Class Action Lawsuit Reform
The marketing research and analytics industry faces an escalating threat of class action litigation, most prominently regarding the TCPA, as well as data privacy and data security concerns. Serial plaintiffs are preying on companies and making a mockery of the U.S. justice system. We support reform of class action litigation, such as the Fairness in Class Action Litigation and Furthering Asbestos Claim Transparency Act (FICALA) (H.R. 985).
Push Polls
An advocacy or persuasion call disguised as a poll is a particularly deceptive and unethical activity. Laws and regulations should demand transparency of political advocacy calls and protect legitimate political and public opinion research calls (including message testing). For example in 2014, New Hampshire fixed its push poll law to exclude bona fide research calls, concluding a four-year campaign in coordination with the American Association of Political Consultants (AAPC), and in 2015, Maine excluded research calls from similar push poll legislation. More recently, the Insights Association filed an amicus brief in a Texas court case involving the misuse of the term "push poll" to describe bona fide research.
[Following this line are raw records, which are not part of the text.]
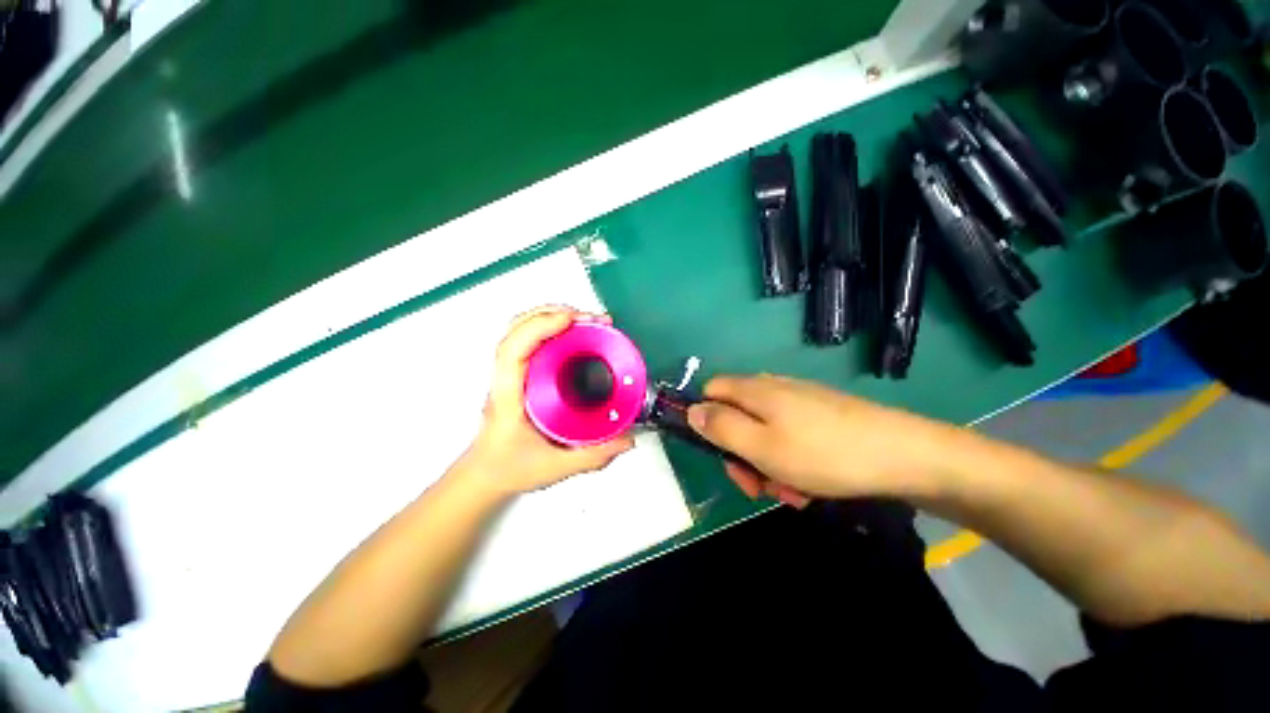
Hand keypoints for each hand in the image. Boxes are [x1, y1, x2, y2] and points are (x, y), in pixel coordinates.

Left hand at [460, 306, 633, 497]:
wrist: (487, 474)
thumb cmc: (508, 468)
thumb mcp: (554, 467)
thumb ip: (593, 456)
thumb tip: (626, 439)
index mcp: (508, 395)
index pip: (513, 350)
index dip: (539, 327)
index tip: (570, 320)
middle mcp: (508, 377)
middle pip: (518, 328)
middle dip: (555, 314)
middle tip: (590, 319)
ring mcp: (512, 372)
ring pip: (524, 329)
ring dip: (554, 317)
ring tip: (586, 321)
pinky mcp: (522, 373)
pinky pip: (533, 340)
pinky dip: (553, 328)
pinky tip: (575, 334)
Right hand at [687, 375, 953, 503]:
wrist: (904, 455)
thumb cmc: (822, 454)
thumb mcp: (761, 446)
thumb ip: (721, 427)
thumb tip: (691, 410)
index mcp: (754, 390)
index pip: (711, 392)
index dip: (706, 420)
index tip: (720, 453)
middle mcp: (773, 388)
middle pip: (736, 416)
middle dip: (740, 453)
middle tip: (757, 486)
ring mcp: (799, 401)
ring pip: (763, 432)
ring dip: (767, 463)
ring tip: (790, 491)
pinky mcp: (820, 415)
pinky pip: (790, 437)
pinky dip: (790, 461)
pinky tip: (810, 484)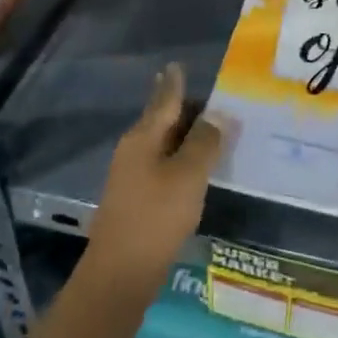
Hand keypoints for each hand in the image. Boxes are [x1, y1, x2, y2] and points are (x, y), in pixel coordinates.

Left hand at [84, 64, 227, 300]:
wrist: (119, 273)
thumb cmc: (156, 216)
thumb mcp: (188, 175)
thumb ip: (205, 142)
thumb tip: (218, 114)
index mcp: (143, 136)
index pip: (164, 100)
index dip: (174, 82)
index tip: (176, 64)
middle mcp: (133, 150)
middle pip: (161, 120)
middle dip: (184, 109)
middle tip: (211, 99)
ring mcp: (131, 175)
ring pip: (162, 144)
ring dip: (184, 136)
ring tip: (209, 129)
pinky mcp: (135, 199)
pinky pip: (162, 166)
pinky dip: (180, 159)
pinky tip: (195, 168)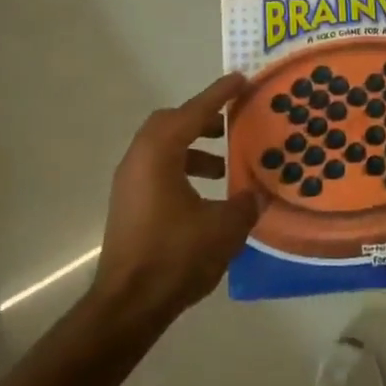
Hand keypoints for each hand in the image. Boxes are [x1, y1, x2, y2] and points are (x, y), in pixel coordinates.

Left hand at [89, 73, 265, 324]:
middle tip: (231, 124)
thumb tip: (258, 193)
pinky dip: (182, 168)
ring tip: (224, 166)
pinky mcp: (129, 204)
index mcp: (160, 153)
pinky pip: (157, 168)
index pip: (194, 112)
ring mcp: (129, 182)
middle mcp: (139, 159)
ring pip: (162, 147)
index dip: (219, 95)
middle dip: (202, 119)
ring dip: (193, 147)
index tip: (241, 80)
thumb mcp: (223, 228)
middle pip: (170, 123)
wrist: (127, 306)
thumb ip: (245, 203)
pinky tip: (205, 195)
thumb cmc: (175, 257)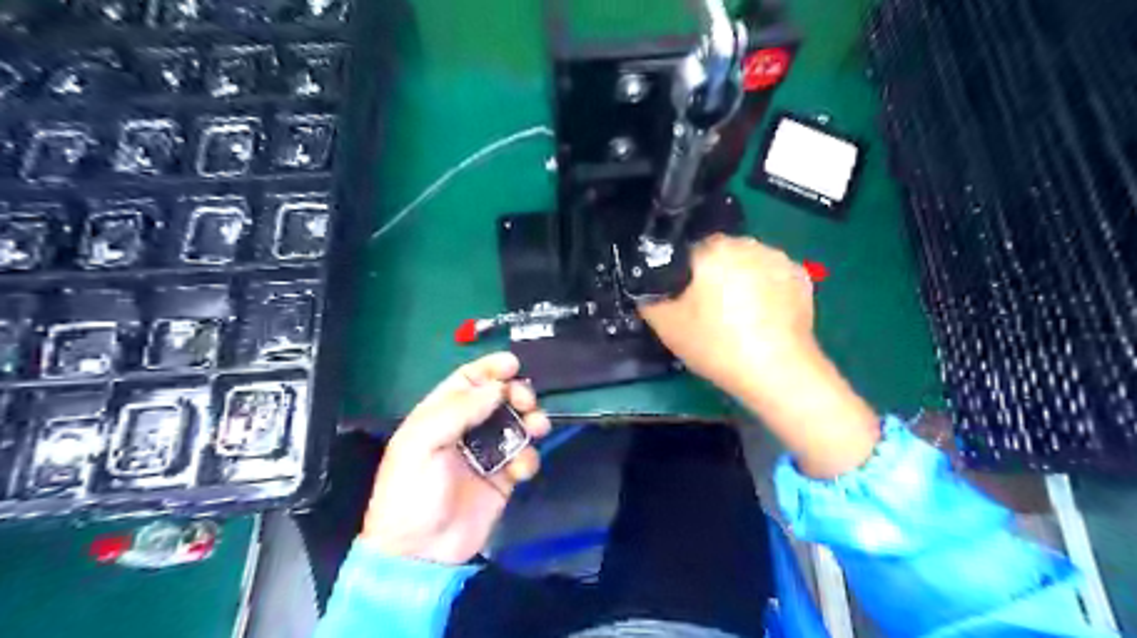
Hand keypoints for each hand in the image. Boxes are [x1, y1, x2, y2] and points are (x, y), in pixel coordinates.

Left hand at [356, 350, 548, 566]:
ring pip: (516, 425)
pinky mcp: (503, 478)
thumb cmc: (412, 492)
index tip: (513, 364)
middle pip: (498, 399)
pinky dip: (528, 458)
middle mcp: (465, 429)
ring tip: (537, 426)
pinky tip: (521, 469)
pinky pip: (523, 457)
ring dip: (530, 421)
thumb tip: (497, 388)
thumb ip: (458, 410)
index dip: (490, 369)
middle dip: (516, 394)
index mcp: (439, 415)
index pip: (467, 381)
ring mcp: (486, 454)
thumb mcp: (421, 443)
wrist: (421, 552)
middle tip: (526, 400)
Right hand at [639, 231, 816, 394]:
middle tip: (709, 312)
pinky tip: (762, 318)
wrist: (776, 371)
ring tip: (740, 317)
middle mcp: (747, 243)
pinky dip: (766, 290)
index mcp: (712, 248)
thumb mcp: (666, 326)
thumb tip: (648, 288)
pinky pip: (771, 277)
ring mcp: (778, 258)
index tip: (685, 302)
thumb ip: (648, 298)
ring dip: (740, 281)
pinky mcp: (801, 277)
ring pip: (747, 264)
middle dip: (713, 276)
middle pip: (719, 255)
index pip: (687, 252)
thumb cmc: (717, 344)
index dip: (682, 277)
Respondent Misclassification
A respondent who receives an incentive for participating in survey, opinion and marketing research is an independent contractor, not an employee of the research company running the study. However, state and federal agencies sometimes mistakenly claim that respondents have been misclassified and should be considered employees for purposes of workforce protections, unemployment insurance payment responsibilities, and taxes, and the tests used to determine the difference between an independent contractor and an employee can vary dramatically by jurisdiction. The Insights Association seeks to protect independent contractor status at the state and federal level. For example, in 2012, the Insights Association helped draft and introduce the Research Fairness Act to specifically clarify that mystery shoppers and research respondents were independent contractors under federal labor law, and in 2014, our testimony helped passage of an amendment to legislation in Washington state that would have otherwise created the presumption in state law that anyone receiving a respondent incentive was an employee of the research company.